Posted by ramsea on June 9, 2006, at 0:58:56

In reply to Thanks for response everyone!, posted by Tom Twilight on June 8, 2006, at 13:39:25

Hi, I live in the UK and have also lived in the US, using mental health services there too. My own experience is that both places offer up very varied care---it can be superlative, supportive care--quite user friendly--and it can be middling care, good enough--and it can be neglectful and/or harmful care.

Really the stories I could tell about UK/US services would be at times funny and at times frightening.

Most recently I was gobsmacked in the UK by a young doctor at ER (and I do NOT make a habit of going there--it was toxicity from lithium, which was NOT caught at the time by the ER doctor and in addition, I had been told to go there by the GP receptionist because I had hurt my finger badly as well, with very painful muscles and joints and clumsiness, etc).
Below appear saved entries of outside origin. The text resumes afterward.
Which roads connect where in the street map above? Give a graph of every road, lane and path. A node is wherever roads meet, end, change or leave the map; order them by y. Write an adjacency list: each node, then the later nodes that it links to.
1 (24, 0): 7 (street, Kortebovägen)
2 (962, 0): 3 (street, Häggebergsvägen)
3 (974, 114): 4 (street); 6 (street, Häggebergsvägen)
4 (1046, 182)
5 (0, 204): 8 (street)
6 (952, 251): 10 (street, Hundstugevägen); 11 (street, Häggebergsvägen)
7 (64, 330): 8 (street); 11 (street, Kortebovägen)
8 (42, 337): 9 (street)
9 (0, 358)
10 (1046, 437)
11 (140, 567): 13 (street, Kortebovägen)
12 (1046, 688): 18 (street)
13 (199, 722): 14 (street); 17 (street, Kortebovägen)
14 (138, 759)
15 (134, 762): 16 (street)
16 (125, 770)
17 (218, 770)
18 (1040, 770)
I told this ER doc I needed badly to consult with the on-call pdoc about my meds, and mentioned how sick and depressed I had been getting--and he laughed. "We all get depressed", he said, "I know I am. Tell me, what should I do to get better?" I advised him to try a lightbox.

But at least he wasn't like the public health clinic pdoc I saw in the US many years ago who upped my anti-psychotic because--as he told the nurse who was sitting in with me--the shirt I was wearing was too orange!!! I am serious. He didn't even address his words to me, but talked as if I wasn't there. I won't go into the more disturbing examples.

In the UK you could try private pdocs, as at the Priory clinic in Birmingham (google it). My results with such places is mixed. The quality of pdocs is not necessarily higher---most private pdcos also work for the NHS so if they are good or not so good they are likely to turn up in both places offering the same type of care.

And the relationship between the private and public sector isn't clear. One private pdoc, several years ago, prescribed Xanax for my social anxiety (which can be disabling). I could fill it privately a few times, but then the GP was supposed to take over. I took the script to my NHS GP and got shouted at. He literally shouted that he wasn't going to give anyone Xanax, etc., and acted like I was the one who had come up with the idea and like I was "drug-seeking". Now I had never even heard of Xanax at this point and didn't have a clue. When I tried to tell this to the private pdoc who was the prescriber, she didn't want to know and was also rude.

(Note**They since have banned it from the NHS formulary anyway. Truth is, Xanax and me didn't get on at well--it precipitated mania in my bipolar brain. But I am NOT anti-benzo, or anti-Xanax--and take Ativan as needed in severe anxiety episodes.)

In fact the very best pdocs I have seen ever in my 40-something years of life, and I've seen a fair few in the UK and US, have been UK NHS pdocs. So it's kind of the luck of the draw. I wouldn't be deadset against the UK, it just varies a lot.